IDRlabs

Criticism of Pauli’s Proposition…

By Kelley L. Ross, Ph.D.

It was intriguing to read about Pauli’s relationship with Jung and his ideas about using Jung in physics. I’m not sure it works very well, which of course is Pauli’s problem, not that of the admins. Yet I have some criticisms:

When you say: “As long as nobody’s looking, observing, or measuring this electron, it’s actually everywhere on the circle at once,” this overlooks the wave/particle duality and discounts the physical reality of the wave. The electron as a wave is an extended object, and it extends right around the atom, with varying magnitude. Trying to observe the electron collapses the wave function, and the electron, as a particle, appears at a discrete location. A lot of treatments of quantum mechanics don’t pay much attention to the wave function except when squared, as a probability distribution, but the wave is the only thing that accounts for interference effects and for the fact that the electron in an orbit cannot move without constantly emitting radiation – by which it would lose all its energy and collapse into the nucleus of the atom. This is what perplexed everyone until Bohr’s theory of the quantum atom.

It is the duality that is the strange thing about quantum mechanics. The wave function itself is deterministic, just as Schrodinger and Einstein would have wanted. It is the transition to the observed particle that involves the random factor. But even that isn’t all that random. The probability function is also deterministic, which means that populations of electrons do not behave randomly.

You say that “there is still no answer as to why reality seems to change states when we aren’t looking.” Actually, reality changes states when we are not looking all the time. What you should say is that reality behaves differently depending on whether we are looking or not. It functions as waves in the former case, particles in the latter.

The presence of an observer does “alter the facts” in the sense that things function differently depending on whether they are waves or particles, and the presence of an observer can “alter the facts” in the sense of collapsing the wave function, but none of this “alters the facts” in the commonsense way that a reader might understand, e.g. that Mitt Romney was elected President before we looked but then Obama was afterwards.

This connects up with something you say later, that “Kant did not think that our consciousness of the world would be able to alter the things-in-themselves.” This is not quite right. The presence of consciousness, in effecting the synthesis of phenomena, does not alter things-in-themselves; but the actions of our will, whether we are conscious or not, can make all sorts of alterations in things-in-themselves – from closing the window to building dams, etc. This is a key distinction in Kant. Sensibility is passive with respect to existence. Will is active and alters existence.

Your essay says that “according to Pauli, when a person observes a phenomenon in the natural universe, that person will always have a subjective expectation of what the outcome of that phenomenon will be.” And later that “Pauli wants us to engage with the irrational and subjective, and he wonders whether psychological differences in the observer can also be shown to lead to variances in the observed quantum phenomena.”

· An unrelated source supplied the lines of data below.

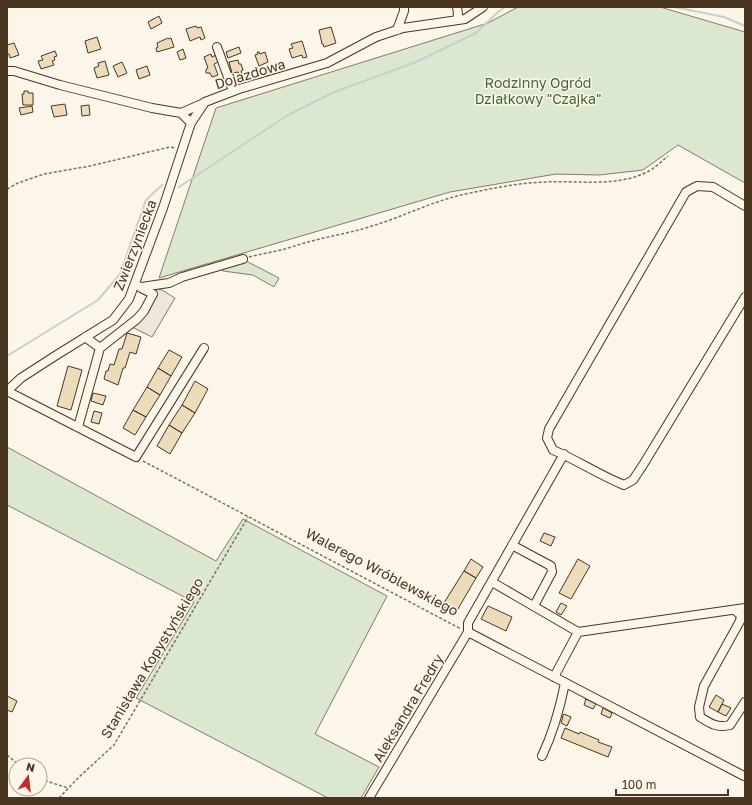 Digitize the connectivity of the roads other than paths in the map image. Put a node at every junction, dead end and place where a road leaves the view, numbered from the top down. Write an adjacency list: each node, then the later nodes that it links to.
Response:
1 (404, 7): 5 (street)
2 (457, 7): 4 (street)
3 (483, 7): 4 (street, Dojazdowa)
4 (457, 20): 5 (street, Dojazdowa)
5 (397, 30): 8 (street, Dojazdowa)
6 (217, 47): 8 (street)
7 (7, 72): 10 (street)
8 (233, 91): 9 (street, Dojazdowa)
9 (205, 102): 10 (street); 11 (street, Dojazdowa)
10 (182, 114): 11 (street)
11 (191, 123): 14 (street, Zwierzyniecka)
12 (745, 206): 21 (street)
13 (243, 259): 14 (street)
14 (134, 285): 16 (street, Zwierzyniecka); 17 (street)
15 (745, 297): 21 (street)
16 (85, 337): 17 (street); 19 (street, Zwierzyniecka)
17 (100, 348): 20 (street)
18 (204, 348): 20 (street)
19 (7, 391): 20 (street)
20 (78, 427)
21 (564, 454): 22 (street, Aleksandra Fredry)
22 (512, 545): 23 (street, Aleksandra Fredry); 24 (street)
23 (492, 582): 24 (street); 27 (street, Aleksandra Fredry)
24 (534, 606): 28 (street)
25 (745, 608): 26 (street)
26 (734, 610): 28 (street); 31 (street)
27 (468, 632): 29 (street, Walerego Wróblewskiego); 34 (street, Aleksandra Fredry)
28 (578, 632): 29 (street)
29 (554, 677): 30 (street, Walerego Wróblewskiego)
30 (565, 683): 32 (street); 33 (street, Walerego Wróblewskiego)
31 (745, 702)
32 (542, 756)
33 (744, 776)
34 (370, 798)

One problem here is that if your subjective expectation can determine where the electron will appear when the wave function collapses, then in principle you could make the electron appear at that location for an indefinite run. This would violate the deterministic form of the laws of probability in quantum mechanics, violating the probability of the electron appearing at other locations. Making something happen is not random or probabilistic, but that is what the theory requires.

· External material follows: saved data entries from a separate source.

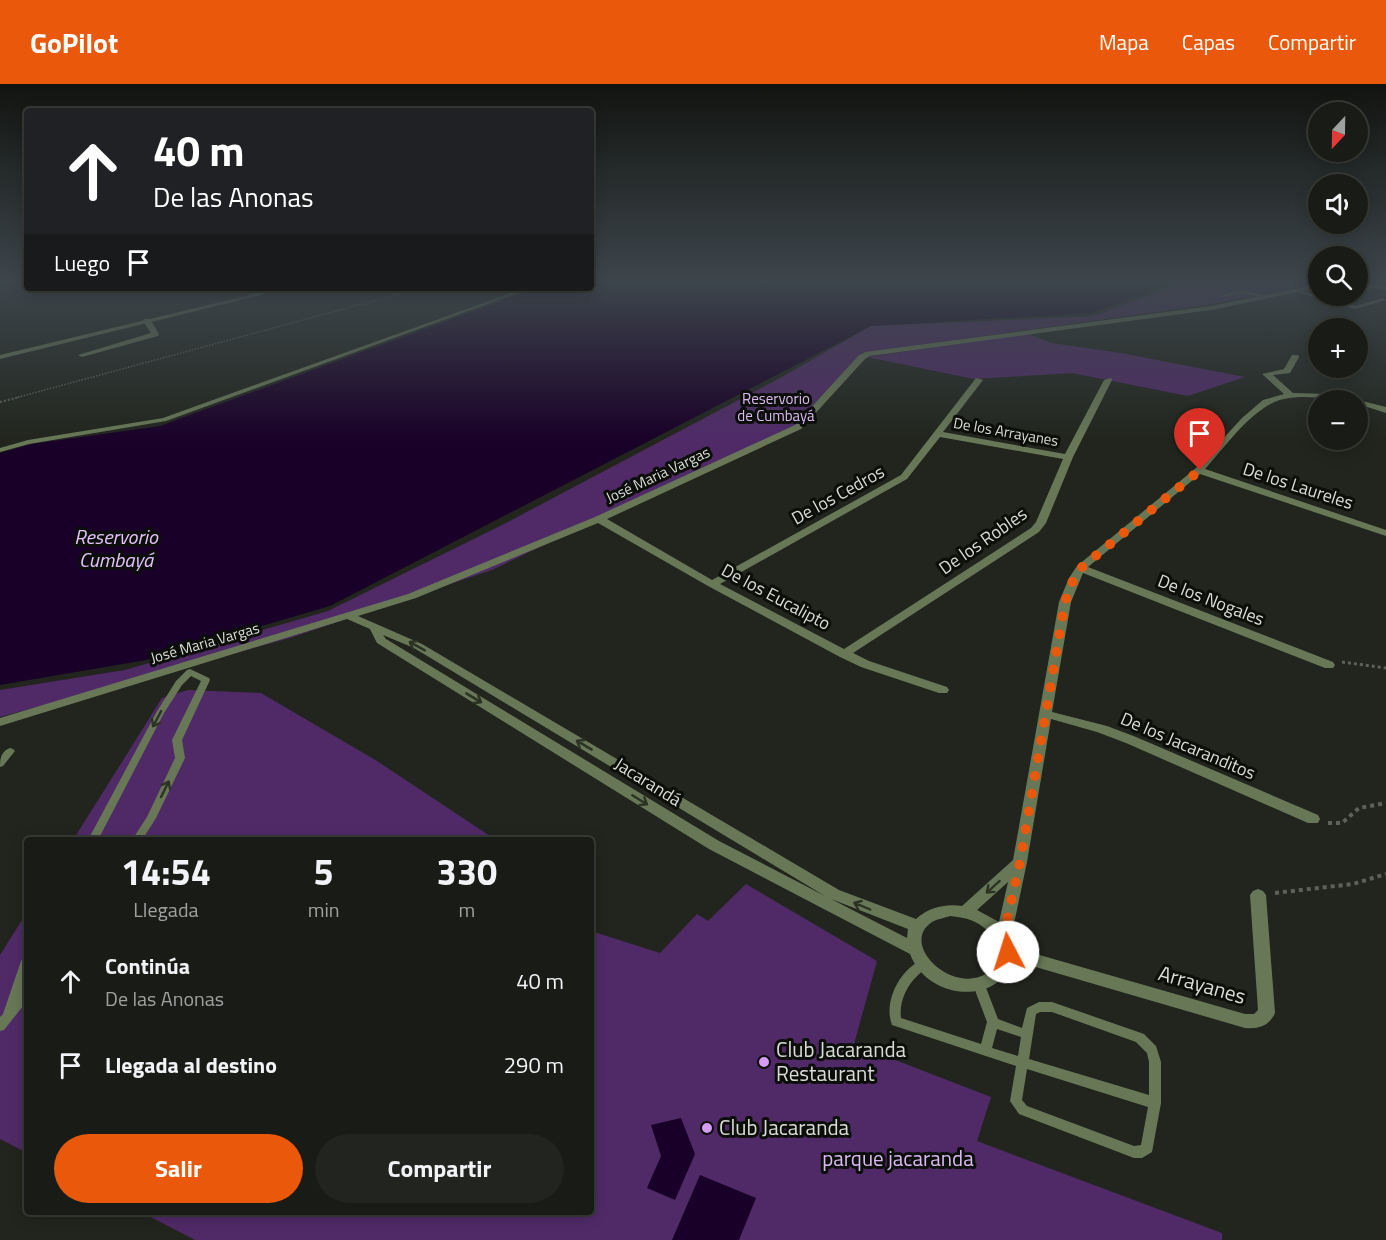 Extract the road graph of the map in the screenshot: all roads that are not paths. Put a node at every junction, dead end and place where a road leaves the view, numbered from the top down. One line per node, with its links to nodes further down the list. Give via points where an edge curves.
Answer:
1 (90, 335): 6 (street)
2 (152, 335): 5 (street)
3 (399, 335): 15 (lane, via 164,420)
4 (1010, 335): 18 (street, José Maria Vargas, via 868,354 798,427)
5 (82, 355)
6 (0, 357)
7 (1295, 357): 10 (street, via 1288,370 1266,374)
8 (979, 380): 14 (street, De los Cedros)
9 (1108, 380): 16 (street, De los Robles)
10 (1292, 396): 11 (street); 17 (street, via 1266,402)
11 (1308, 396)
12 (1368, 405): 13 (street)
13 (1386, 410)
14 (940, 434): 16 (street, De los Arrayanes); 21 (street, De los Cedros, via 904,477)
15 (0, 450)
16 (1068, 457): 24 (street, De los Robles, via 1035,530)
17 (1200, 470): 19 (street, De los Laureles); 20 (street)
18 (599, 519): 21 (street, De los Eucalipto); 22 (street, José Maria Vargas, via 412,596)
19 (1386, 533)
20 (1081, 568): 25 (street, De los Nogales); 28 (street, via 1065,602)
21 (712, 584): 24 (street, De los Eucalipto)
22 (349, 616): 23 (street, Jacarandá); 26 (street, José Maria Vargas)
23 (375, 630): 30 (street, Jacarandá, one-way to 23, via 418,646 395,634); 31 (street, Jacarandá, one-way to 31, via 381,641)
24 (844, 654): 27 (street, De los Eucalipto, via 884,672)
25 (1329, 665)
26 (190, 667): 29 (street, José Maria Vargas); 35 (lane, one-way to 35, via 160,713); 36 (lane, one-way to 26, via 180,758 177,740 206,680)
27 (943, 690)
28 (1046, 714): 34 (street, De los Jacaranditos, via 1112,733); 37 (street)
29 (0, 722)
30 (552, 726): 31 (street); 40 (street, Jacarandá, one-way to 30, via 834,894)
31 (536, 736): 42 (street, Jacarandá, one-way to 42, via 714,845)
32 (10, 751): 33 (lane)
33 (0, 764)
34 (1313, 819)
35 (95, 837)
36 (139, 837)
37 (1020, 862): 39 (street, one-way to 39); 41 (street)
38 (1258, 895): 41 (street, Arrayanes, via 1267,1013 1257,1022)
39 (965, 912): 40 (street, via 936,913); 41 (street, via 993,926)
40 (917, 926): 42 (street)
41 (1006, 945): 45 (street, via 1006,967 996,978)
42 (914, 949): 43 (street)
43 (922, 965): 45 (street, via 938,978 958,985); 51 (lane, via 911,971 903,983 894,1015 896,1021)
44 (24, 969): 47 (lane)
45 (979, 985): 48 (lane)
46 (24, 995): 47 (lane)
47 (8, 1013): 49 (lane)
48 (993, 1022): 50 (lane); 51 (lane)
49 (0, 1026)
50 (1026, 1034): 52 (lane); 53 (lane, via 1031,1011 1052,1007 1140,1038 1152,1050 1155,1062)
51 (986, 1051): 52 (lane)
52 (1023, 1061): 53 (lane); 53 (lane, via 1016,1101 1023,1110 1134,1152 1147,1148)
53 (1155, 1103) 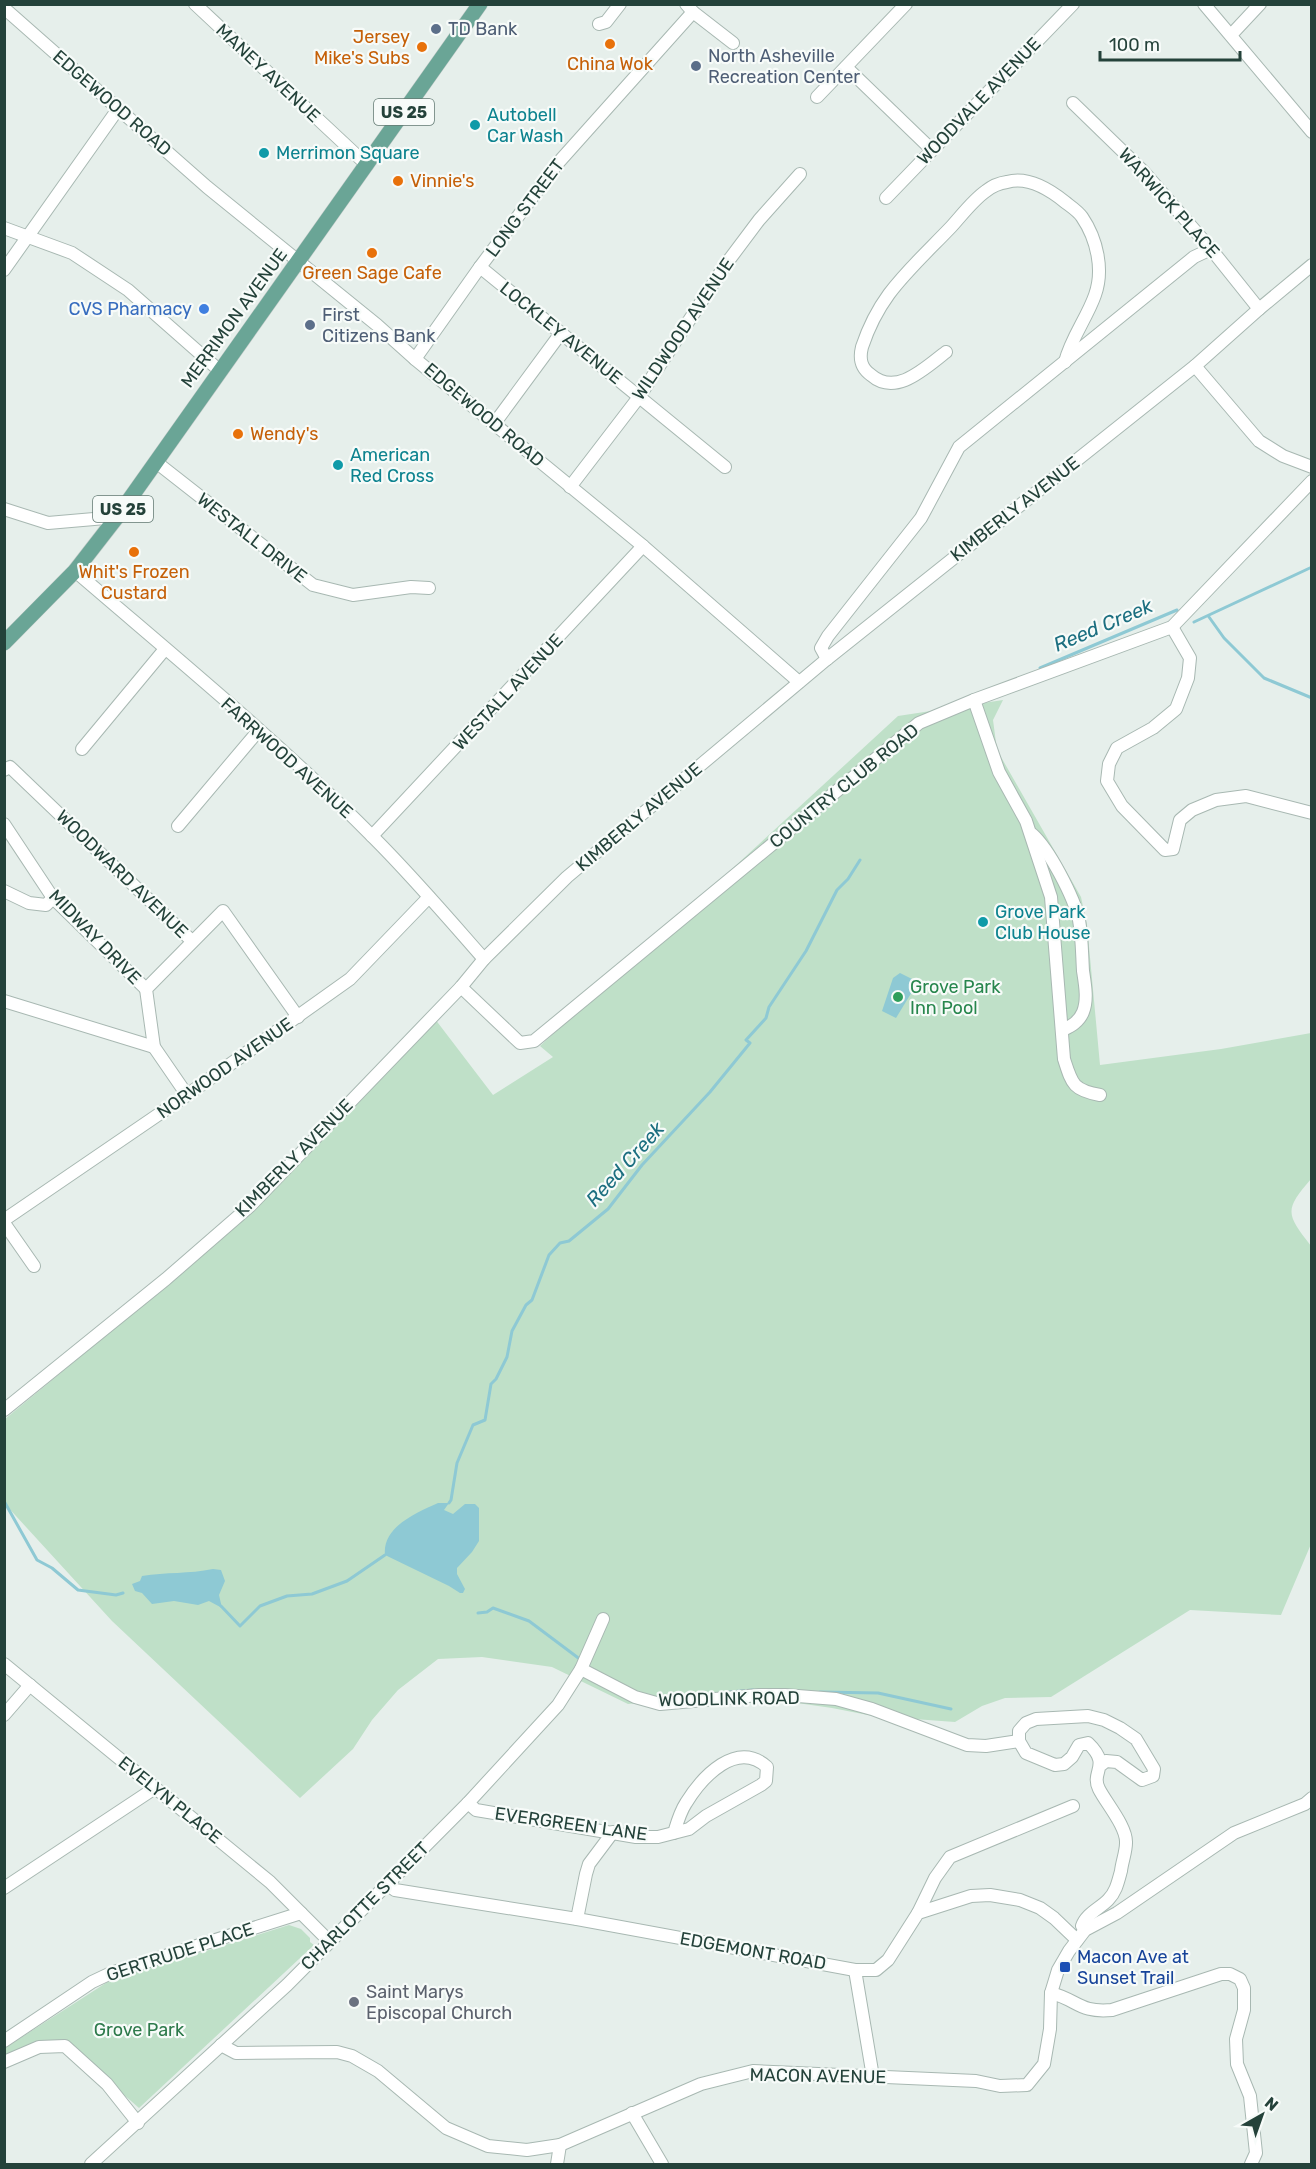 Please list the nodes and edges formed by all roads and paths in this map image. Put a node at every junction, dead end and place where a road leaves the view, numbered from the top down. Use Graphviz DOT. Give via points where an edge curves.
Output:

Perhaps we could explain this as follows: By making the electron appear at a certain location for a week, say, it would then be naturally compensated by the electron not appearing there, without our influence, for another week. There are runs in random sequences. But the sense here is that we are causing the appearance of the electron, and this in fact does not fit well with Jung’s own theory of Synchronicity, which Jung calls “an acausal connecting principle.” Jung does not want to compromise the causal necessity of the laws of nature.

If Pauli’s way forward is that “there is something about our powers of observation that causes quantum phenomena to change…” then I don’t see it. No real case has been made that our “powers of observation” control the collapse of the wave function in specific, non-probabilistic, ways. Pauli’s “way forward” is then no different from that of the Maharishi’s doctrine of Transcendental Meditation that is also supposed to be able to control quantum randomness. There is a movie about this: What the Bleep Do We Know!? (2004), where we have Marlee Matlin led through some standard physics, until it jumps the rails into Transcendental Meditation. So who needs Pauli or Jung when we have the Maharishi? This has been taken care of.

The problems here cut the connection to the archetypes. But the ultimate limitation of quantum mechanics is what defines probabilities, in the realm of the possible. What is possible? That is not a question that can be answered, but human creativity and free will are what open up new possibilities. Things that have never been seen before. Jung’s archetypes, as versions of Platonic Forms, are about the possibilities of individuation in the human personality. This is way beyond physics, just because possibility itself is a metaphysical question, which physics cannot properly explore. “Many-worlds” interpretations of quantum mechanics are knock-offs of the multiple worlds interpretations of possibility and necessity in philosophy. As science these are not really testable and as philosophy they grossly violate Ockham’s Razor.